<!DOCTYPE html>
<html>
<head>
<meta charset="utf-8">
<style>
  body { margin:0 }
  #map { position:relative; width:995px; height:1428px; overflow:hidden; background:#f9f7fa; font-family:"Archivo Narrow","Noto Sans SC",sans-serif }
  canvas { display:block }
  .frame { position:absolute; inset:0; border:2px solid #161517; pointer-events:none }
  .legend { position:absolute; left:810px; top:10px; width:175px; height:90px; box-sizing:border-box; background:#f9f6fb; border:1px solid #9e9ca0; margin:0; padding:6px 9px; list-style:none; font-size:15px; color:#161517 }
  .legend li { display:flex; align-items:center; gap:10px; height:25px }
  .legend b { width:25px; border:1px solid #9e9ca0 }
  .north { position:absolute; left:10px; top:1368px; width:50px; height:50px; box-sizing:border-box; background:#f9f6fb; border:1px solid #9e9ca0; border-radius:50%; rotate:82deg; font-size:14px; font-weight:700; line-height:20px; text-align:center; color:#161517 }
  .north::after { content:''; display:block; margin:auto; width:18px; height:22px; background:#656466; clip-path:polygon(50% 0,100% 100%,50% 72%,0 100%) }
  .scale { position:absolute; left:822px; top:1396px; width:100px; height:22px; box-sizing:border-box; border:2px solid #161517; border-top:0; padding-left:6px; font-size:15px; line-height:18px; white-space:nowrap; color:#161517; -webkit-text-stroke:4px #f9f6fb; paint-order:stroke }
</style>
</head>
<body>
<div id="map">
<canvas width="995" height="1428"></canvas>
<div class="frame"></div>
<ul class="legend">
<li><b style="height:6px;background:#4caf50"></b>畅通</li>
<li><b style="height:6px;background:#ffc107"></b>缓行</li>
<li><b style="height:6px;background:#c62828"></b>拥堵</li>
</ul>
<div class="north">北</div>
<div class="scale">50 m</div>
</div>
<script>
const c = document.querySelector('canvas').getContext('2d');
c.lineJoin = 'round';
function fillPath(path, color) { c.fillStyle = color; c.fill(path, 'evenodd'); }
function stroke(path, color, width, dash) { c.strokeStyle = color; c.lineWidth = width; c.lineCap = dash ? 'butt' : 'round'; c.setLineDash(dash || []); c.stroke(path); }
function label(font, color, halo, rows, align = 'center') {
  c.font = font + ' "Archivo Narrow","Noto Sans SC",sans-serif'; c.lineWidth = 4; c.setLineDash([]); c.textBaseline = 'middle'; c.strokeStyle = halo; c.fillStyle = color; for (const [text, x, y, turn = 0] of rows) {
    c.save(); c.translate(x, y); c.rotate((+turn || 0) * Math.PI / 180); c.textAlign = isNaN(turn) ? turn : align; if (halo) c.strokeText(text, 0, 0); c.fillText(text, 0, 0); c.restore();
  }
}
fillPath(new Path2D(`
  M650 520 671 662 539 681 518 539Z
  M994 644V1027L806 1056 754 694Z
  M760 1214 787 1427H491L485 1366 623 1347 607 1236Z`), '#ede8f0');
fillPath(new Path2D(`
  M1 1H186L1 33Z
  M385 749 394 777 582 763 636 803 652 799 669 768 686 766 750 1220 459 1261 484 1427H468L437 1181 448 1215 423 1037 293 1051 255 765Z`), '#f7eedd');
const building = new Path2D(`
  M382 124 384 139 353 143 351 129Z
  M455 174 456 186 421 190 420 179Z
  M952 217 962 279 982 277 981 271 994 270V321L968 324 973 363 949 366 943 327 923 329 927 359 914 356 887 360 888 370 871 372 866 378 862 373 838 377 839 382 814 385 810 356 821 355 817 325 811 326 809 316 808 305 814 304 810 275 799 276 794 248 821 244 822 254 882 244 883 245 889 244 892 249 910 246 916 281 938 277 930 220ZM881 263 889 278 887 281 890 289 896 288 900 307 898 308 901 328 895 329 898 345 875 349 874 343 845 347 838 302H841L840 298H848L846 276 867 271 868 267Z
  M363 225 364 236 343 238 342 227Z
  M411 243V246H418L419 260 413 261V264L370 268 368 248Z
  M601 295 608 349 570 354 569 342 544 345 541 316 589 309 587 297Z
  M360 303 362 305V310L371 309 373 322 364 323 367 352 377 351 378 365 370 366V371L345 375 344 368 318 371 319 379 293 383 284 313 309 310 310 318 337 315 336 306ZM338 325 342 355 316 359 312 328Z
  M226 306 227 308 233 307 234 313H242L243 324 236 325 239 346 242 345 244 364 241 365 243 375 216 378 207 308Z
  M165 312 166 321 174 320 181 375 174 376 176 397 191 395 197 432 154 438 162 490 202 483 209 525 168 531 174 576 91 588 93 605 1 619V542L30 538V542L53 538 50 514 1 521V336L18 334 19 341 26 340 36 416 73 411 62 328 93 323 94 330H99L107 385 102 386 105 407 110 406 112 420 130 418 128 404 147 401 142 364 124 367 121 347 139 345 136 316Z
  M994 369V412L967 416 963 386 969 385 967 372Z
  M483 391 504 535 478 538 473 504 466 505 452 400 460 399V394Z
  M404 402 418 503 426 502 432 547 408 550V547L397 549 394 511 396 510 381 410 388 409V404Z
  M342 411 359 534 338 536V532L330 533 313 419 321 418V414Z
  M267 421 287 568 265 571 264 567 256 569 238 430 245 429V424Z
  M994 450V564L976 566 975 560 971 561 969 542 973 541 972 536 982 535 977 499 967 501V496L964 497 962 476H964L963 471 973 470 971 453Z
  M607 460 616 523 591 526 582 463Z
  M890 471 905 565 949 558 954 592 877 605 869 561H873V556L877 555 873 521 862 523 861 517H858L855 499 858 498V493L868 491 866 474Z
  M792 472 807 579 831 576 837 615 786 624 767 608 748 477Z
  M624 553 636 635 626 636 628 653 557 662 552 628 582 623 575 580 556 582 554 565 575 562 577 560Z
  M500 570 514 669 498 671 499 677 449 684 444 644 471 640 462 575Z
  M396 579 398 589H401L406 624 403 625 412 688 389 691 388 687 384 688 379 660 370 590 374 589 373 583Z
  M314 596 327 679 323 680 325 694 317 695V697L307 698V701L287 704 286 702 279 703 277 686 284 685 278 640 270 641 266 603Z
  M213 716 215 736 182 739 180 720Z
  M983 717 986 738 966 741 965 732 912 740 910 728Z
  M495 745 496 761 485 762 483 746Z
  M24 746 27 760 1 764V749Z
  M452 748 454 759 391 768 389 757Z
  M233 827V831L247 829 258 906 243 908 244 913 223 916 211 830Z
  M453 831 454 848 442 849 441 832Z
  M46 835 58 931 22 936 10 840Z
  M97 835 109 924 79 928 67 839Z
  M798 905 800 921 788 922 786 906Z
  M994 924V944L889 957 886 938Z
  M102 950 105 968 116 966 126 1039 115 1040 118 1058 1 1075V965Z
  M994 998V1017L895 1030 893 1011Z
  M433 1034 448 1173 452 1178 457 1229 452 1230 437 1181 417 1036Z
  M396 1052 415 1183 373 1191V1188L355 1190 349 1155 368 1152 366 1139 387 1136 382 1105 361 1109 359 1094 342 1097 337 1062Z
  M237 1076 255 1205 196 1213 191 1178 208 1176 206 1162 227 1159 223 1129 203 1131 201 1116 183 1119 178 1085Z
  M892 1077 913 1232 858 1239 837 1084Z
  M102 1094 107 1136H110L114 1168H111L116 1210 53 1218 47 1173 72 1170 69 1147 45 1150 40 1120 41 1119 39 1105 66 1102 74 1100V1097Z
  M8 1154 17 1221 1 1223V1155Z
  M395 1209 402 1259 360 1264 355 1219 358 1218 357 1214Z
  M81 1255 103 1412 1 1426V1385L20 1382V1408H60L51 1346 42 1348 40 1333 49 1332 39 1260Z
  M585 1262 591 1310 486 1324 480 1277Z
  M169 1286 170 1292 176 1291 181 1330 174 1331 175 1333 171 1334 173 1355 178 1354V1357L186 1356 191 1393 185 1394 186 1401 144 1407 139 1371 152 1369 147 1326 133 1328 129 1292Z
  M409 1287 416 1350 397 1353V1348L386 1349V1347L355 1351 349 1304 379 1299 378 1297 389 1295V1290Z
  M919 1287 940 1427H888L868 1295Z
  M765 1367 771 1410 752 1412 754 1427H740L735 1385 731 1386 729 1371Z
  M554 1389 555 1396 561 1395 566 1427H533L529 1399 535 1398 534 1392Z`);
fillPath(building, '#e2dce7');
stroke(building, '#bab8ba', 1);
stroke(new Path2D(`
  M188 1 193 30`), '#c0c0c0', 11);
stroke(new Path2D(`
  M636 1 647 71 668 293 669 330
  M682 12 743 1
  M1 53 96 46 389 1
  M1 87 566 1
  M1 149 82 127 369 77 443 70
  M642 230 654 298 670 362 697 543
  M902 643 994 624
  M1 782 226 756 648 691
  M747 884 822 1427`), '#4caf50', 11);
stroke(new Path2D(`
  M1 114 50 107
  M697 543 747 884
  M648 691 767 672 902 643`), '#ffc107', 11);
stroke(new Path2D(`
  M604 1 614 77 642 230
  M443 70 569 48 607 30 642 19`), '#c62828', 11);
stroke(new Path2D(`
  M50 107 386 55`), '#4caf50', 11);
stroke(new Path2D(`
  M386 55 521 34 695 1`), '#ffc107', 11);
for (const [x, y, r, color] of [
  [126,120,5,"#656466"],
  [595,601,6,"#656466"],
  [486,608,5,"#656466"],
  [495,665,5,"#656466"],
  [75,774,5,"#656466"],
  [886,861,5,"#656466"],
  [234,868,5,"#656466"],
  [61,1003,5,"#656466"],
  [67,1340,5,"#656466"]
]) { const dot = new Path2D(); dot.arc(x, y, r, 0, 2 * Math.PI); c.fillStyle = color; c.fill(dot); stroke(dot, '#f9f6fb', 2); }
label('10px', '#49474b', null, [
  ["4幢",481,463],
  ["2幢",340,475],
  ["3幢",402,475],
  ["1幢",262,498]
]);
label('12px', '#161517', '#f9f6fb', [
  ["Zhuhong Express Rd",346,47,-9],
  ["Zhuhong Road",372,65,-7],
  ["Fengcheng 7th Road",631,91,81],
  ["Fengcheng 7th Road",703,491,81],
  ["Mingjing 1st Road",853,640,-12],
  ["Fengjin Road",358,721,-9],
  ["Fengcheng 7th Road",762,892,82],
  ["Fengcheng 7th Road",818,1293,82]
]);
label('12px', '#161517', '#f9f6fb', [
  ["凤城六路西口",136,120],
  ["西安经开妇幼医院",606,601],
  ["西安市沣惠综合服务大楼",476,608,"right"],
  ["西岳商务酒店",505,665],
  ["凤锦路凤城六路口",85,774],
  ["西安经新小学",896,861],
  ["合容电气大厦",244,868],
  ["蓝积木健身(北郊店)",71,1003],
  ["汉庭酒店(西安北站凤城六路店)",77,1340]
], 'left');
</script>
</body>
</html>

------------------------------------

- **Activity**:
Within the material above, the line with "const building = new" opens the range and the line with "M455 174 456 186 421 190 420 179Z" closes it; reproduce that range word for word.

- **Solution for this exercise**:
const building = new Path2D(`
  M382 124 384 139 353 143 351 129Z
  M455 174 456 186 421 190 420 179Z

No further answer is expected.